Your task: Scan the data below and copy each line where "Witschen" occurs.

Provided data:
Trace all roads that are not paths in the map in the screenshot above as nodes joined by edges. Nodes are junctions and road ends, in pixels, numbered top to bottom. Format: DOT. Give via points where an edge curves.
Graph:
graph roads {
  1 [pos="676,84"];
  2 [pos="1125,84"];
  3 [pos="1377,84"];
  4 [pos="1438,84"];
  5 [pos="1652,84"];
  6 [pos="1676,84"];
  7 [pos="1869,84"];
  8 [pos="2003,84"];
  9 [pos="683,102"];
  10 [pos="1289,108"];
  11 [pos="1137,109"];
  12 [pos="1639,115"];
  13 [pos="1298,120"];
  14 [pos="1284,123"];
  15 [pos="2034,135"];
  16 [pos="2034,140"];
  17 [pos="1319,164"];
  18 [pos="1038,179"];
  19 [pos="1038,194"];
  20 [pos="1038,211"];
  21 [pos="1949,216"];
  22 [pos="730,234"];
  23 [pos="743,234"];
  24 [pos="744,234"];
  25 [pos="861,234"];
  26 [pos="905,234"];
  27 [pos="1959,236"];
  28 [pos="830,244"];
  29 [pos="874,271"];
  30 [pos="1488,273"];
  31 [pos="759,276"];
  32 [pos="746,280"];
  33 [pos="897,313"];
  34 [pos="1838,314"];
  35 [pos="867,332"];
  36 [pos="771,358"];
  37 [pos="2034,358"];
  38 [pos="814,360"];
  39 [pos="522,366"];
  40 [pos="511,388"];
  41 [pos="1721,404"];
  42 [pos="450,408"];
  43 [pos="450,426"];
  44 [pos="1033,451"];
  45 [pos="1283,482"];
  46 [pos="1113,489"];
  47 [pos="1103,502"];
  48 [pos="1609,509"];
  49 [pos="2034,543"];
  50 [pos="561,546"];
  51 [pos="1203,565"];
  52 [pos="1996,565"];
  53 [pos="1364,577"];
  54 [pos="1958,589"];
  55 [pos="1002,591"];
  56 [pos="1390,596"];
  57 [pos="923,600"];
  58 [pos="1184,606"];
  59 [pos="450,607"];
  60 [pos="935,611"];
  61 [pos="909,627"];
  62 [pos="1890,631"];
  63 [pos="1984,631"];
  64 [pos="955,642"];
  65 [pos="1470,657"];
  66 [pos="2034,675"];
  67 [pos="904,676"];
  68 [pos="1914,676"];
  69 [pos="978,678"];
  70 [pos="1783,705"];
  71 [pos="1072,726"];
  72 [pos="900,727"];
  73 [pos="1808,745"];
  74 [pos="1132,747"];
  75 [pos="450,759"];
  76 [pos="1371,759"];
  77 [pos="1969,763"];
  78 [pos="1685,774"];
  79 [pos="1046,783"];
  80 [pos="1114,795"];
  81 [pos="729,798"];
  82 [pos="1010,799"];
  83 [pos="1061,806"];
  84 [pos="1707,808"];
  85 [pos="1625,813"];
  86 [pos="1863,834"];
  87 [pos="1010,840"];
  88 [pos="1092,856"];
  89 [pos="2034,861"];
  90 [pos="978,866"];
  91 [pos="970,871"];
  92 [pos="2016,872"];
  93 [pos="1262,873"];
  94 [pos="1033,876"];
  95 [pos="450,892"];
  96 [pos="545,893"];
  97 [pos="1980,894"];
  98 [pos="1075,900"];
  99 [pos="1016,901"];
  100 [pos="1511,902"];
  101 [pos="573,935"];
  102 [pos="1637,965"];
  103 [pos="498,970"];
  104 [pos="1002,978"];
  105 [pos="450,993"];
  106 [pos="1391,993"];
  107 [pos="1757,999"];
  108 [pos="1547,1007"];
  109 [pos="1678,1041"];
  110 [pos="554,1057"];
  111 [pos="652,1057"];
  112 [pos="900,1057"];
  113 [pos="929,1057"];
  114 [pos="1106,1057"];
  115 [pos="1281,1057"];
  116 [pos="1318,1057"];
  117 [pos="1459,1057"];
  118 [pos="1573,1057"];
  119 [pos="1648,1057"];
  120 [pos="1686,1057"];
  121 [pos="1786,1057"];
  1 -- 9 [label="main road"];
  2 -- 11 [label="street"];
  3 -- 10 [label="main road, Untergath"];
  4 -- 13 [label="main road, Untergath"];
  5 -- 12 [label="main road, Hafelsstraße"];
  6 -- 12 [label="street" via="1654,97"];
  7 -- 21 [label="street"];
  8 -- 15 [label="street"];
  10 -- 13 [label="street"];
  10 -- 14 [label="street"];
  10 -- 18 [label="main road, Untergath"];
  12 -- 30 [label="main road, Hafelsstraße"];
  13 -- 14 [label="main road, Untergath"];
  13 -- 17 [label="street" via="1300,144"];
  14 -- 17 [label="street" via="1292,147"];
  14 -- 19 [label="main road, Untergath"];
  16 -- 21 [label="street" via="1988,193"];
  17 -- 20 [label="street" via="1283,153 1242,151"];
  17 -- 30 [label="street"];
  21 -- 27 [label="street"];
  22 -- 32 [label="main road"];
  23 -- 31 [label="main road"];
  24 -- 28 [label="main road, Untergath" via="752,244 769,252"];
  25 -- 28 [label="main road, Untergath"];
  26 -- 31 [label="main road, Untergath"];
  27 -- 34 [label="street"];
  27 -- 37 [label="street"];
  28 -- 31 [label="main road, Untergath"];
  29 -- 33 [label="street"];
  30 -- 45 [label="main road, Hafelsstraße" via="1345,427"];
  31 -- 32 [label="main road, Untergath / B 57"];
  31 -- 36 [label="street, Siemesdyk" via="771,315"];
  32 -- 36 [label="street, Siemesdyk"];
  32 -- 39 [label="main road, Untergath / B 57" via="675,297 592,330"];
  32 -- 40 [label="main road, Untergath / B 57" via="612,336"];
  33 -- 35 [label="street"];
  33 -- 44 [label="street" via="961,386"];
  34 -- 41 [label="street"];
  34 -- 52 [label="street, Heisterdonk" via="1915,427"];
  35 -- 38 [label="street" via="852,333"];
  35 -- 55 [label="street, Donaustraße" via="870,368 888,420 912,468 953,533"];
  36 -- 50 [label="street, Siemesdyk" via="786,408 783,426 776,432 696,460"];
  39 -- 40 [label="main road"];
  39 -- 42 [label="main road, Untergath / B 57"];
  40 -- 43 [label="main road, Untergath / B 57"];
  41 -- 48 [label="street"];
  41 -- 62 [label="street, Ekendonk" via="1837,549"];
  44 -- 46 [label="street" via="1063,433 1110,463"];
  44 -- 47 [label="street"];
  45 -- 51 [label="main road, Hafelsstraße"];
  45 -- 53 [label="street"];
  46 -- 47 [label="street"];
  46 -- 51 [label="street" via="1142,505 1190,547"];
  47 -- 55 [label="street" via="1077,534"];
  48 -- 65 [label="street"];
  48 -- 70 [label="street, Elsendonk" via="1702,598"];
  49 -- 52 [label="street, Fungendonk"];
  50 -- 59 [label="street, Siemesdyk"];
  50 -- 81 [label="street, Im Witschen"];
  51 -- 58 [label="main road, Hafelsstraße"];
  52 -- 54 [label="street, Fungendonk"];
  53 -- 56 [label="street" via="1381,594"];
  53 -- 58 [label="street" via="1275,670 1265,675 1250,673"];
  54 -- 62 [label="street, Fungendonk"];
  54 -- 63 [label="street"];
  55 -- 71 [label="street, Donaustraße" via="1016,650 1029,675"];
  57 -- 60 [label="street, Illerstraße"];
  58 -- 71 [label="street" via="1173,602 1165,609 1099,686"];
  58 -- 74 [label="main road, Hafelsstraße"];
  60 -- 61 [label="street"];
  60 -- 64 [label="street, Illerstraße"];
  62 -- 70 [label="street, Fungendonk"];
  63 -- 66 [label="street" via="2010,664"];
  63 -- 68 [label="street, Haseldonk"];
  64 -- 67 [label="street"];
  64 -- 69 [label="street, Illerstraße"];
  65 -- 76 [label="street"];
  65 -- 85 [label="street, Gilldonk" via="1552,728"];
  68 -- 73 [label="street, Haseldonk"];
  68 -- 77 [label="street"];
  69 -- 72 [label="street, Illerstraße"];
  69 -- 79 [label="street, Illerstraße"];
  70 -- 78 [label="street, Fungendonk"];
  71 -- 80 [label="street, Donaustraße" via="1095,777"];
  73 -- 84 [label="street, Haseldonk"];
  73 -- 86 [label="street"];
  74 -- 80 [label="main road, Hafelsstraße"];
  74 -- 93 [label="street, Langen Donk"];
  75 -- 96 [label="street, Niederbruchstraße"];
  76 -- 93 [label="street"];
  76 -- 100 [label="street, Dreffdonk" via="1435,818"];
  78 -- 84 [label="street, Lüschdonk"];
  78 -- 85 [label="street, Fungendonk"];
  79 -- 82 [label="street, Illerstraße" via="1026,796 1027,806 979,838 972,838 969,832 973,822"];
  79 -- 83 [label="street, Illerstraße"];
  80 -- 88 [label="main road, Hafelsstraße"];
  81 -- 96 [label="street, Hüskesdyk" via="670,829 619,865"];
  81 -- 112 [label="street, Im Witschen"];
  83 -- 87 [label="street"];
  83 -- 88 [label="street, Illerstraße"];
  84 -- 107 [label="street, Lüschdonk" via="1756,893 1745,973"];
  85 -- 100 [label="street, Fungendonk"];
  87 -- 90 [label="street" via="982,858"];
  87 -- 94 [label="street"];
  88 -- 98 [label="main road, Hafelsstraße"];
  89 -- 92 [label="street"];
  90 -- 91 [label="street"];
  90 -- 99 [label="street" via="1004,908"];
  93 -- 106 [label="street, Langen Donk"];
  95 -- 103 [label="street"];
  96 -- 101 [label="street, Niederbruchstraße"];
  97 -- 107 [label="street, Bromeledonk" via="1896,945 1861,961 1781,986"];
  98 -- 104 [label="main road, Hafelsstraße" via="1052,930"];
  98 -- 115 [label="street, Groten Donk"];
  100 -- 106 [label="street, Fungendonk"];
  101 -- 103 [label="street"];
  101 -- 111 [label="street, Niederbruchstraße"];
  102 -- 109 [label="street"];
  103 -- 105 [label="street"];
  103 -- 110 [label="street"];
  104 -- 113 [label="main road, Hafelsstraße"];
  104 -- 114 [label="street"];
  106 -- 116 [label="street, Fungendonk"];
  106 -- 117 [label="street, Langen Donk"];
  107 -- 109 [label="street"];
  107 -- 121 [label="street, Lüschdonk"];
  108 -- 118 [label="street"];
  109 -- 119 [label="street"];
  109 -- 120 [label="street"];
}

Response to this exercise:
  50 -- 81 [label="street, Im Witschen"];
  81 -- 112 [label="street, Im Witschen"];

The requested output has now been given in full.